Updated

Hartford police will detain anyone younger than 18 who violates the city's curfew in the next month in response to recent violence, including a weekend shooting that killed a man and wounded six young people, officials said Monday.

"We must do this because we cannot and will not tolerate innocent people, especially children, to be victims," Mayor Eddie Perez said.

Saturday's shooting in Hartford erupted after the annual West Indian Day parade. Police said 21-year-old Ezekiel Roberts of Hartford was killed, a 7-year-old boy was shot in the head and 15-month-old Zinia Jackson was shot in the left leg. Four teens also were shot.

No arrests had been made Monday. Police were looking for suspects and asking for the public's help.

Roberts had been found guilty in March of accessory to first-degree assault in the fatal stabbing of a 17-year-old boy in 2006. Roberts was released on probation but charged in June with possession of marijuana and with probation violation in August.

Perez and Police Chief Daryl K. Roberts announced new public safety measures on Monday, including a beefed-up curfew for 30 days beginning Thursday. No one under 18 will be allowed on the streets after 9 p.m. without a parent or guardian, and violators will be taken to one of two locations where they will be kept until their parents or guardians pick them up.

Hartford's regular curfew allows police to issue citations to anyone younger than 18 on the streets after 9 p.m., according to the city's Web site. Many U.S. cities have permanent curfews, but they often are less restrictive than Hartford's temporary measure.

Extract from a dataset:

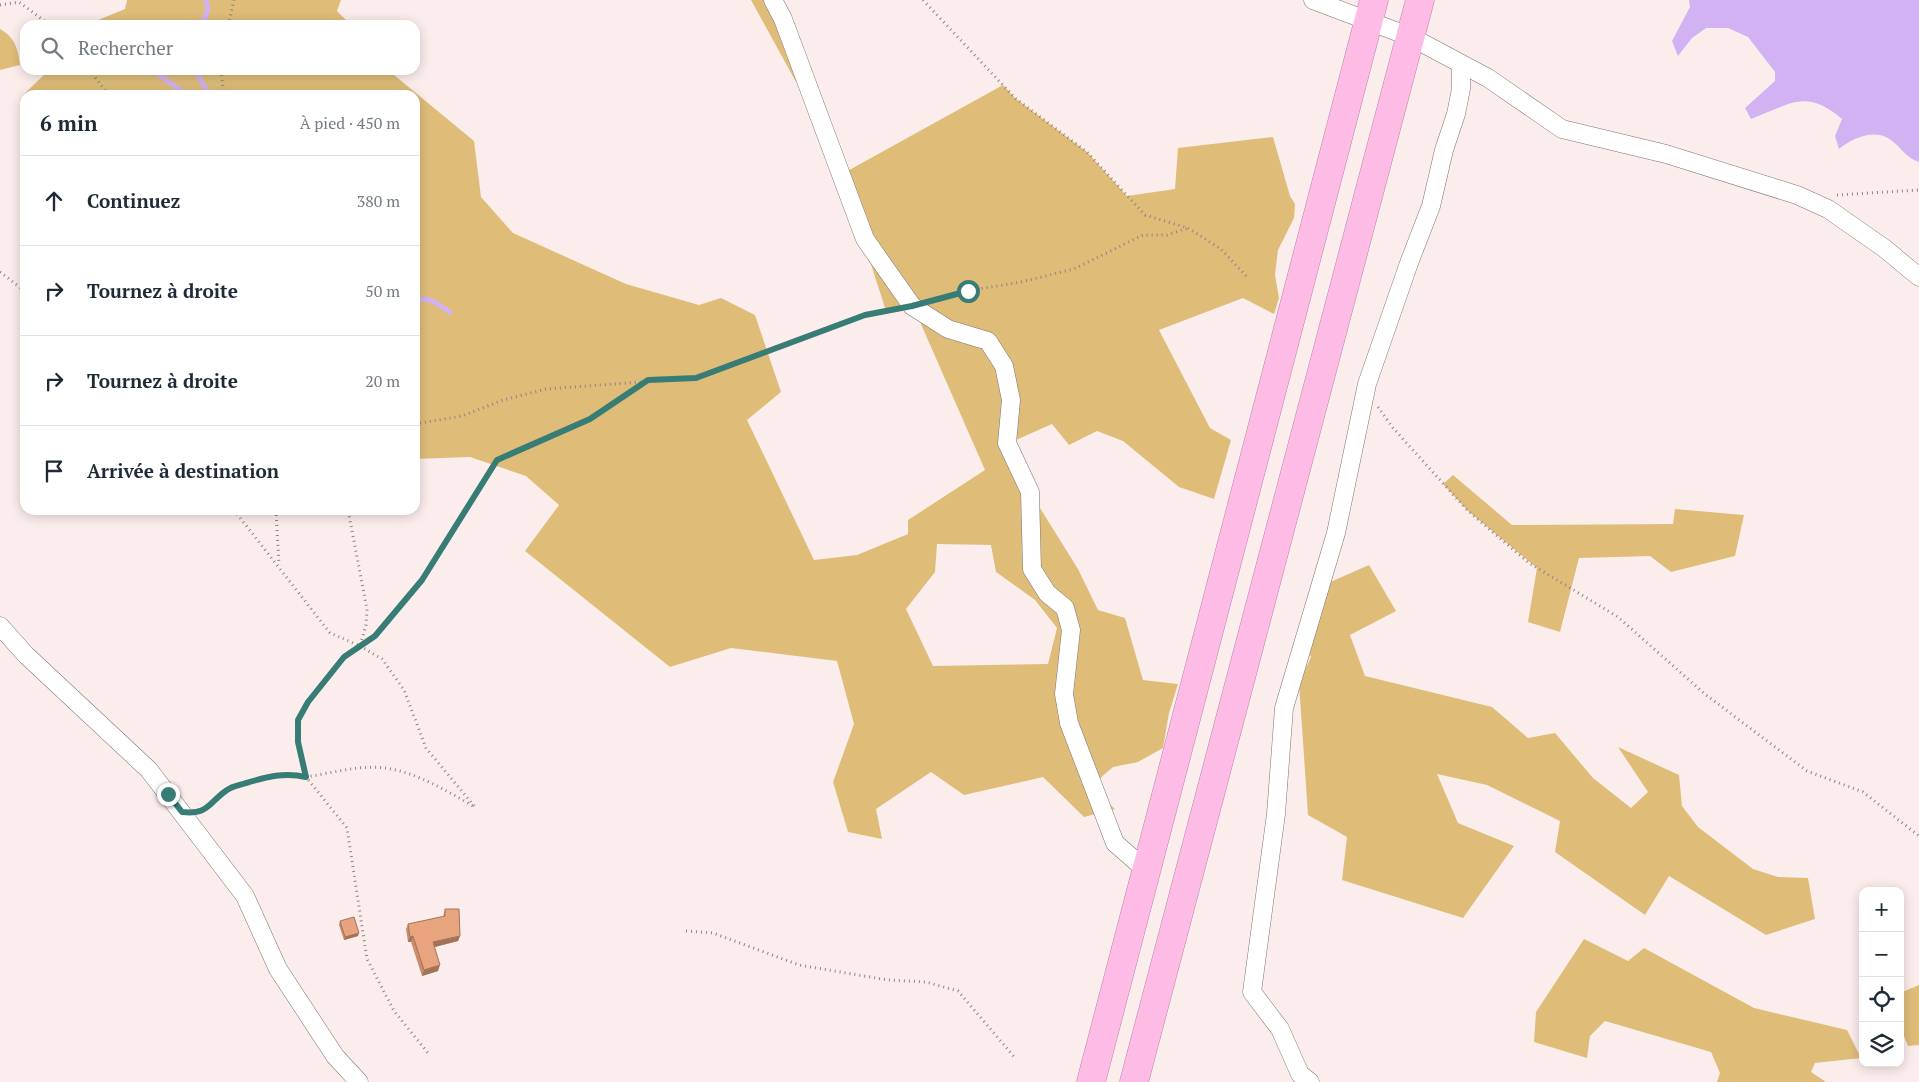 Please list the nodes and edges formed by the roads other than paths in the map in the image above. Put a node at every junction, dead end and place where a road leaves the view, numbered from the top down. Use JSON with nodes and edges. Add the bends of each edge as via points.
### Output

The post-parade shooting occurred around 6:30 p.m.

Perez said that the city's curfew ordinance has been in place since 1977 but that there hasn't been a need to enforce it until now. Much of the past violence was isolated, he said, with specific individuals targeted.

"This is aimed at helping young people in our city. This is not an attempt to be punitive," he said.

The American Civil Liberties Union of Connecticut expressed concern but hasn't decided whether it will file a legal challenge, said staff attorney David McGuire.

"The ACLU of Connecticut opposes juvenile curfews because they're essentially a violation of fundamental rights of innocent people," he said. "Curfews essentially are placing an entire demographic, in this case, youth, under house arrest for the inappropriate actions of a few."

Perez, himself a former gang member, said the city also will ask the state to increase supervision of people on probation and creating a "Most Watched List" of suspects wanted for crimes or associated with illegal activities. Other actions include asking state officials to increase supervision of people on probation.

Rep. Kenneth Green, a Hartford Democrat, said he hopes the shootings will renew efforts to address the underlying causes of the violence, such as joblessness, lack of parental oversight and anger among youths.

"It's a bigger picture than just a curfew," he said.

Hartford officials have been struggling to curb violence in the city of 125,000. In June, the former deputy mayor was beaten and robbed while walking to breakfast, and a surveillance camera recorded cars zooming around a 78-year-old pedestrian lying in the street after being struck by a car.

No arrests have been made in those incidents, which led Chief Roberts to suggest the city lost its moral compass.

Meanwhile, the mayor of Helena-West Helena, Ark., James Valley, said he had ordered an emergency curfew for a 10-block section of the town last week because the area was "under siege."

Police officers carrying M-16 rifles, shotguns and night-vision scopes patrolled the 15,000-resident town's "curfew zone" Thursday night. They arrested about eight people and confiscated loaded weapons and drugs, police said.

The curfew follows incidents involving guns that authorities and neighbors said stemmed from a small debt that one man refused to repay to a neighbor. Some people slept on their floors for fear of being struck by stray bullets.

Valley said the order would be in place as long as the problem persists.

"It's something akin to martial law," Valley told the Arkansas Democrat-Gazette. "It got to the point where somebody was going to get seriously hurt or killed if we didn't do something."

The American Civil Liberties Union of Arkansas called the curfew "blatantly unconstitutional" and has demanded it be lifted.